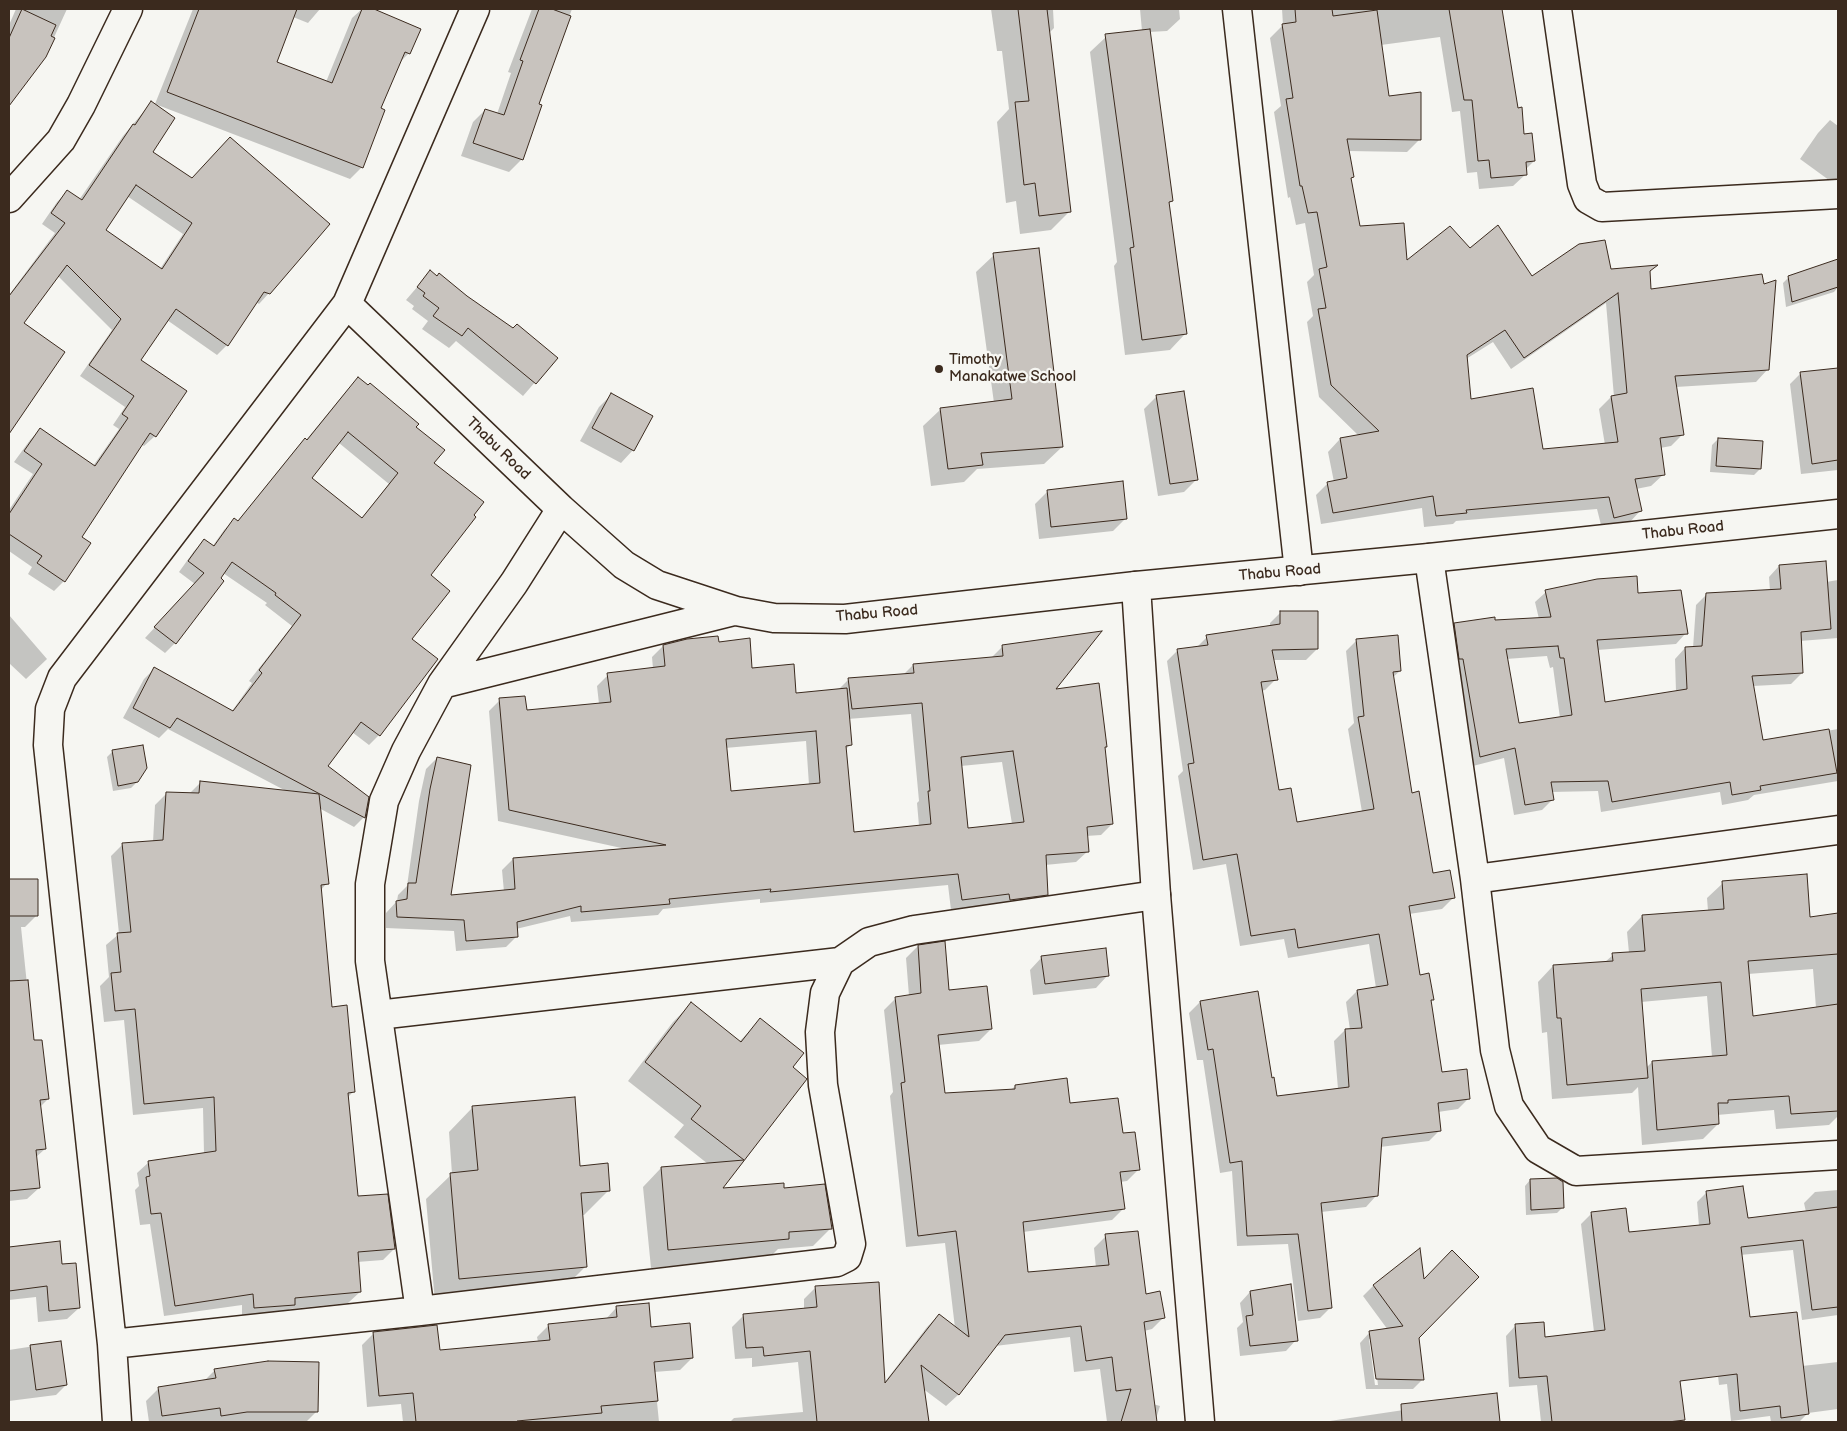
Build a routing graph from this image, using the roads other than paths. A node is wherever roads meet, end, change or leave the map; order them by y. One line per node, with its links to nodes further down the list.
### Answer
1 (128, 9): 6 (street)
2 (475, 9): 7 (street)
3 (1236, 9): 11 (street)
4 (1557, 9): 5 (street)
5 (1838, 194)
6 (9, 198)
7 (347, 304): 8 (street, Thabu Road); 22 (street)
8 (561, 509): 13 (street, Thabu Road); 14 (street)
9 (1838, 514): 10 (street, Thabu Road)
10 (1429, 558): 11 (street, Thabu Road); 16 (street)
11 (1299, 571): 12 (street, Thabu Road)
12 (1136, 586): 13 (street, Thabu Road); 17 (street)
13 (736, 610): 14 (street)
14 (442, 684): 19 (street)
15 (1838, 830): 16 (street)
16 (1475, 879): 20 (street)
17 (1156, 895): 18 (street); 24 (street)
18 (840, 962): 19 (street); 21 (street)
19 (378, 1015): 21 (street)
20 (1838, 1155)
21 (420, 1312): 22 (street)
22 (112, 1344): 23 (street)
23 (117, 1422)
24 (1200, 1422)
--
What is required: Transcribe the data verbatim. No picture belongs in the result.

Output for this exercise:
Build a routing graph from this image, using the roads other than paths. A node is wherever roads meet, end, change or leave the map; order them by y. One line per node, with its links to nodes further down the list.
### Answer
1 (128, 9): 6 (street)
2 (475, 9): 7 (street)
3 (1236, 9): 11 (street)
4 (1557, 9): 5 (street)
5 (1838, 194)
6 (9, 198)
7 (347, 304): 8 (street, Thabu Road); 22 (street)
8 (561, 509): 13 (street, Thabu Road); 14 (street)
9 (1838, 514): 10 (street, Thabu Road)
10 (1429, 558): 11 (street, Thabu Road); 16 (street)
11 (1299, 571): 12 (street, Thabu Road)
12 (1136, 586): 13 (street, Thabu Road); 17 (street)
13 (736, 610): 14 (street)
14 (442, 684): 19 (street)
15 (1838, 830): 16 (street)
16 (1475, 879): 20 (street)
17 (1156, 895): 18 (street); 24 (street)
18 (840, 962): 19 (street); 21 (street)
19 (378, 1015): 21 (street)
20 (1838, 1155)
21 (420, 1312): 22 (street)
22 (112, 1344): 23 (street)
23 (117, 1422)
24 (1200, 1422)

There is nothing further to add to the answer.